* **EXERCISE DIRECTIONS**
Only the lines holding the string "label" are needed; copy each of them from the data.

[Stored items]
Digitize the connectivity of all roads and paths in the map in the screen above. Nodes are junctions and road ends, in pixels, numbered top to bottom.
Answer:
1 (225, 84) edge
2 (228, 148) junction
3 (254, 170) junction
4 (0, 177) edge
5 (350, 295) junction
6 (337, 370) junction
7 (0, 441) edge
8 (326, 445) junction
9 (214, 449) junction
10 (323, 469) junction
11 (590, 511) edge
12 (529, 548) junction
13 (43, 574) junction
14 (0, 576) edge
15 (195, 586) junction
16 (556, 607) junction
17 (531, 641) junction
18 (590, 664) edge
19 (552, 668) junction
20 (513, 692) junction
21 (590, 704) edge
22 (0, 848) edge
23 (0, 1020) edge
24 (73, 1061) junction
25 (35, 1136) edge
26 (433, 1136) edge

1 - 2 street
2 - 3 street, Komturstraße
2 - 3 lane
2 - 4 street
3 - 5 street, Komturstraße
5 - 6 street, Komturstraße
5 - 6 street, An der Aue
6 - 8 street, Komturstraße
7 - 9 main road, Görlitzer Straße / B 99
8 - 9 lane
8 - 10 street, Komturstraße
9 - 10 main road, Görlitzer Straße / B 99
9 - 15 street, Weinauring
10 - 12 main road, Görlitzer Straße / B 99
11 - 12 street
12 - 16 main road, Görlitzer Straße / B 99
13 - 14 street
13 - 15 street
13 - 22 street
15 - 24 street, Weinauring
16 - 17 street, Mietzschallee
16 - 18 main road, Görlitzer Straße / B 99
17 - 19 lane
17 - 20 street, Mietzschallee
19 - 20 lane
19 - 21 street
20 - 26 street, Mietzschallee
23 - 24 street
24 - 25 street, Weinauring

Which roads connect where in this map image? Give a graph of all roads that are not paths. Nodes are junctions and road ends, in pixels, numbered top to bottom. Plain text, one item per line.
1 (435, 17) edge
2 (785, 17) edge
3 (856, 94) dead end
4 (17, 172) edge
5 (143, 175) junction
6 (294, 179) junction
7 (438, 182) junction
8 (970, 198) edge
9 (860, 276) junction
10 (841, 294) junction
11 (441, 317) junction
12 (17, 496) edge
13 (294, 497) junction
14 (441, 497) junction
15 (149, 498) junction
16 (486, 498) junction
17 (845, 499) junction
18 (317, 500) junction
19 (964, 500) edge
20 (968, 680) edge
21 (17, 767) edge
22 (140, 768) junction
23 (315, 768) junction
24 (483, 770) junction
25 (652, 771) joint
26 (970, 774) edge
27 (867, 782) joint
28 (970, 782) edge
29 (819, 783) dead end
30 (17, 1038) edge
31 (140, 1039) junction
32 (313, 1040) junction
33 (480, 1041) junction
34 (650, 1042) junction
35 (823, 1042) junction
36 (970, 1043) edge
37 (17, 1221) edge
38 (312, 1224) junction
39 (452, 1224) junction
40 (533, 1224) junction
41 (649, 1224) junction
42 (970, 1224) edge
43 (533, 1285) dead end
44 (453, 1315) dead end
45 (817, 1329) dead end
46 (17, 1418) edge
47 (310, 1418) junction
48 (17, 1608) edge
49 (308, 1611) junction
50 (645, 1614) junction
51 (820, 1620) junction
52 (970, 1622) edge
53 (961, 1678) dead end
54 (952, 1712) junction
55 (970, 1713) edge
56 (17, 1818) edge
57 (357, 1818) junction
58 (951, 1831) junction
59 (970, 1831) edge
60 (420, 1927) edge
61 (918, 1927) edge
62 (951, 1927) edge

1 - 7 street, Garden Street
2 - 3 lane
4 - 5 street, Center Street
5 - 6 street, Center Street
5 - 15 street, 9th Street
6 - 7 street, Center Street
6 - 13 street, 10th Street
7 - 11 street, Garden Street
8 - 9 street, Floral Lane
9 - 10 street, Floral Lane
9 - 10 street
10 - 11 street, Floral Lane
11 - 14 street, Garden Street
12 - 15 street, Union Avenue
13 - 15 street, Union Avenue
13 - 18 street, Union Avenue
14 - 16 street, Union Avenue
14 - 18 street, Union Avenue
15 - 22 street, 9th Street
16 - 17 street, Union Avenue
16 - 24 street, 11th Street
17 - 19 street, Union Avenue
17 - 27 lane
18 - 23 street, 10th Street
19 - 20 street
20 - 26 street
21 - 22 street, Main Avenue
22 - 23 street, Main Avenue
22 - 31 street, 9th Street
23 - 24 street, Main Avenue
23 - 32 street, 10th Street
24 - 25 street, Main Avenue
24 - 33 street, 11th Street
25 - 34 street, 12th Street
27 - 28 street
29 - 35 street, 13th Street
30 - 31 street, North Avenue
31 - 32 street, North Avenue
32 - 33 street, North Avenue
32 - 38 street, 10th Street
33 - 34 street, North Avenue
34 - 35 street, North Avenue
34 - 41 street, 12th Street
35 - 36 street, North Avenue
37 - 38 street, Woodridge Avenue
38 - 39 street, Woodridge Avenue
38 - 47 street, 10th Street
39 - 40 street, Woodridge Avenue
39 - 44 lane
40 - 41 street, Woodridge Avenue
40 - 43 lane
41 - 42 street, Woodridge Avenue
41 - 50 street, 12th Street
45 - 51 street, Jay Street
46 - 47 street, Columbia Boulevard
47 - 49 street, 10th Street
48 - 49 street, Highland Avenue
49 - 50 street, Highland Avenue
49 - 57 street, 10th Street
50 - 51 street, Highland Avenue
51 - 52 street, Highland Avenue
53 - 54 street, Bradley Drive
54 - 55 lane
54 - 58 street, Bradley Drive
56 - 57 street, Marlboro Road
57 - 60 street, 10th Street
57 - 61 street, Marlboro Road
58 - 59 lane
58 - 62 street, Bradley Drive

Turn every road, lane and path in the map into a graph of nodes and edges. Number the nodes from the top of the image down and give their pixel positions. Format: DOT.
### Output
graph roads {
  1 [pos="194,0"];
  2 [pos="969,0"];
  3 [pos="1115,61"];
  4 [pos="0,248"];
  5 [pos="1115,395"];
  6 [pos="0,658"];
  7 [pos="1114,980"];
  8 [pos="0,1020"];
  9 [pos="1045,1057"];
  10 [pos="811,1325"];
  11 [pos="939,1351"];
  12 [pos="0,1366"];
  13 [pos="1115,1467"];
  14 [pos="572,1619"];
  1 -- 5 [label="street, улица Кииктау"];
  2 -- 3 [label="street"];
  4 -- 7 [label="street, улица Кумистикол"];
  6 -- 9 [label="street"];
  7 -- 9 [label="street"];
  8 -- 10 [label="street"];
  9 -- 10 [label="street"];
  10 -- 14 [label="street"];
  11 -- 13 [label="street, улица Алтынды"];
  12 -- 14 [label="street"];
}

* **SOLUTION TO THIS EXERCISE**
  1 -- 5 [label="street, улица Кииктау"];
  2 -- 3 [label="street"];
  4 -- 7 [label="street, улица Кумистикол"];
  6 -- 9 [label="street"];
  7 -- 9 [label="street"];
  8 -- 10 [label="street"];
  9 -- 10 [label="street"];
  10 -- 14 [label="street"];
  11 -- 13 [label="street, улица Алтынды"];
  12 -- 14 [label="street"];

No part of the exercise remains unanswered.